RECORDS TO USE ::
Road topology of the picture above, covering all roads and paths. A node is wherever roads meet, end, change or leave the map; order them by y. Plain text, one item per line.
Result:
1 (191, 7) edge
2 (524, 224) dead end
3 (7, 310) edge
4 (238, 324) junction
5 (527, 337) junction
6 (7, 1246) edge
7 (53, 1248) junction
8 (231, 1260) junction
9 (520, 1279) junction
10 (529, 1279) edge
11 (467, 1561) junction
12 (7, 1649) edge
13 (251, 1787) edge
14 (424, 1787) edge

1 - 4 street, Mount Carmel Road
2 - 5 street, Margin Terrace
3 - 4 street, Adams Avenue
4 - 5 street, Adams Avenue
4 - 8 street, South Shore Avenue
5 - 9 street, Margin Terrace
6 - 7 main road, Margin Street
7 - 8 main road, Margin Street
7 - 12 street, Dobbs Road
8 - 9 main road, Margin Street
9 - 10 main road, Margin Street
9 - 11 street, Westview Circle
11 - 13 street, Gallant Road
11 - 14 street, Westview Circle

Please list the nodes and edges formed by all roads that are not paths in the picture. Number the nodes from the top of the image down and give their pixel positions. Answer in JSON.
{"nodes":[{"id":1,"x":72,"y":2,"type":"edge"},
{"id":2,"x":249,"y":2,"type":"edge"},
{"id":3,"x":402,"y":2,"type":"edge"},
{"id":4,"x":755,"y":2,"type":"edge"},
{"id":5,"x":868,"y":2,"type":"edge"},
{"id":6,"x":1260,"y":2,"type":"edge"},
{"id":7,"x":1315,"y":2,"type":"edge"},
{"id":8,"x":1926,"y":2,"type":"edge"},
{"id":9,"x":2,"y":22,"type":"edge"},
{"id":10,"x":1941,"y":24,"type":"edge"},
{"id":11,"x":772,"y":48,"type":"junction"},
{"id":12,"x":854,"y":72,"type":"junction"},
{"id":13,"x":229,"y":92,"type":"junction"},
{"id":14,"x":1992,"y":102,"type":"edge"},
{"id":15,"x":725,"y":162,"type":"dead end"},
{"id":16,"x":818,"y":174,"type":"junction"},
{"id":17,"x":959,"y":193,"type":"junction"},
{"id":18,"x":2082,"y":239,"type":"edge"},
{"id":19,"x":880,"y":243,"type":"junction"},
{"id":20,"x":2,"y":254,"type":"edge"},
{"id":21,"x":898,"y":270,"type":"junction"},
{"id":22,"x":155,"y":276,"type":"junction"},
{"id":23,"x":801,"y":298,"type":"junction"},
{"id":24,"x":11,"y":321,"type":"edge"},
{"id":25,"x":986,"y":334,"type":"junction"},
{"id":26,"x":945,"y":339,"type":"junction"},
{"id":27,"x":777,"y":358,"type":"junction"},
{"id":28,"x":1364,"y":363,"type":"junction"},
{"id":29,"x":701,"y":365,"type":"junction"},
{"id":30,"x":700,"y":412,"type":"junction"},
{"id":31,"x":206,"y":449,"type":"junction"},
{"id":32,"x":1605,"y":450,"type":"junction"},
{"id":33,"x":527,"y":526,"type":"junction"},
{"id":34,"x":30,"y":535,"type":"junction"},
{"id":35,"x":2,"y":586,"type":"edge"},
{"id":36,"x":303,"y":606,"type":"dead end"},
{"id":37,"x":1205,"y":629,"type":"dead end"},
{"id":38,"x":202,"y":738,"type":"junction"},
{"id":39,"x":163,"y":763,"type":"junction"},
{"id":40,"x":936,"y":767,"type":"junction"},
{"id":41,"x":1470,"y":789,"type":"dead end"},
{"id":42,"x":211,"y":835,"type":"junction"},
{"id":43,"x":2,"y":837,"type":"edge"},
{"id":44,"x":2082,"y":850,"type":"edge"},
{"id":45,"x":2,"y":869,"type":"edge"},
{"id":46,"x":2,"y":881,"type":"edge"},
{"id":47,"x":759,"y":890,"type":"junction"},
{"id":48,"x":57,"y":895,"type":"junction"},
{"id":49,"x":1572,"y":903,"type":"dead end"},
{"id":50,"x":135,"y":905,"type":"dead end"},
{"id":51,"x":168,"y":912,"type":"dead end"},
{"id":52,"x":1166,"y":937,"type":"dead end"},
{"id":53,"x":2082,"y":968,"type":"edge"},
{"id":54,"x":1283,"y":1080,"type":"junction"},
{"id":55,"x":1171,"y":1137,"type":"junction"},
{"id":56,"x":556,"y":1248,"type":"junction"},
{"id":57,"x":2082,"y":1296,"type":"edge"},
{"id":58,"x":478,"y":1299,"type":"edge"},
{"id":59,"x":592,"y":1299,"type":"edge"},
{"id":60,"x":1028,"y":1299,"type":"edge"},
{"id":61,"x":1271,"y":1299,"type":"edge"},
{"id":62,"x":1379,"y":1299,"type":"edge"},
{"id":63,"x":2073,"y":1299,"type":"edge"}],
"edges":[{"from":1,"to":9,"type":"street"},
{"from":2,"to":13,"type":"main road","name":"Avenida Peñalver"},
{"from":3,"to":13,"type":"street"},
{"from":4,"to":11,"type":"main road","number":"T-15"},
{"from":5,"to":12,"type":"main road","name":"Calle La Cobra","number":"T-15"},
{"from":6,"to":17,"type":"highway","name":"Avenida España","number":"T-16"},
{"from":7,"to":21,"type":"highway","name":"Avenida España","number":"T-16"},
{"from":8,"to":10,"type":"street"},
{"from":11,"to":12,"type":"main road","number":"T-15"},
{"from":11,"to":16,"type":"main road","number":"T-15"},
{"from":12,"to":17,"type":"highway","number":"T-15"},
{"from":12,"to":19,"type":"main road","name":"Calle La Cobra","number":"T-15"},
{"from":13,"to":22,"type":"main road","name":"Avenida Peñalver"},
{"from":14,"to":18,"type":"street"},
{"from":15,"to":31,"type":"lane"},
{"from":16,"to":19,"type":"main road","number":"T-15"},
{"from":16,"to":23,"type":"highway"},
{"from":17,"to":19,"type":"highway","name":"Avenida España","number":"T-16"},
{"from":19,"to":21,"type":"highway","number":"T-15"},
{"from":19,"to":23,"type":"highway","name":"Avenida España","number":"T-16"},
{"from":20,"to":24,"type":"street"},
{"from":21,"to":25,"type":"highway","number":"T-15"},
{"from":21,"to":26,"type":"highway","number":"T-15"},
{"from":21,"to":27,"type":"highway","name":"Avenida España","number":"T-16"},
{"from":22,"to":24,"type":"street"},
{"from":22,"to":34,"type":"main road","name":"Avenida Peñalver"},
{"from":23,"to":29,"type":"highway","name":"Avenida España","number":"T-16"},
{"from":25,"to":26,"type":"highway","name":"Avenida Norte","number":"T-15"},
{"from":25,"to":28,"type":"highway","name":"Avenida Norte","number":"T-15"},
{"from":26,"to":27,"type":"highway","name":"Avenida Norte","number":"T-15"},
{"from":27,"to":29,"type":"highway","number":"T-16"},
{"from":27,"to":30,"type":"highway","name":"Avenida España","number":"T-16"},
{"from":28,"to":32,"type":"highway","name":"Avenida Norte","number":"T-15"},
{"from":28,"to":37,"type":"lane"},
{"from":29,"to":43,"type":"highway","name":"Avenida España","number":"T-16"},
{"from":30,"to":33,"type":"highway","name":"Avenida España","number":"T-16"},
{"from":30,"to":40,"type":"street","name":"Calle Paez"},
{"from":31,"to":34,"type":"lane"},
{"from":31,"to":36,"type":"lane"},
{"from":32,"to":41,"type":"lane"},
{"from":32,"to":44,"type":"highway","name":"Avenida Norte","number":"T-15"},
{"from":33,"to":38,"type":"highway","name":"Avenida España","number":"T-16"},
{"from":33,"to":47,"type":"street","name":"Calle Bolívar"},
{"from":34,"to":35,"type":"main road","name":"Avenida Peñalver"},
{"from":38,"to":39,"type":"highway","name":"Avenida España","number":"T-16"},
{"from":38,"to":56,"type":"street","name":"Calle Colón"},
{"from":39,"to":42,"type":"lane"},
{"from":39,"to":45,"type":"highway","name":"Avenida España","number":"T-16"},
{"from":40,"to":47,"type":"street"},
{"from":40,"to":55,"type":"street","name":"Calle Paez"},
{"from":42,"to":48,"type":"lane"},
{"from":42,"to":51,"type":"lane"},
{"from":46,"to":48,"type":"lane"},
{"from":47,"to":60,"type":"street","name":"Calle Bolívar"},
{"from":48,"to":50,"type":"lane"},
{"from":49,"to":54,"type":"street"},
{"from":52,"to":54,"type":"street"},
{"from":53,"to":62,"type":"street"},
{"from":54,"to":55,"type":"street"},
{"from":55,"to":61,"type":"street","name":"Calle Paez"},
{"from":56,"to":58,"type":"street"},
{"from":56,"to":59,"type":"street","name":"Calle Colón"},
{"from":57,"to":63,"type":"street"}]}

REQUIRED ACTION ::
What must be returned is only the number of lines in the records that hold the word "Adams".

YOUR RESPONSE ::
2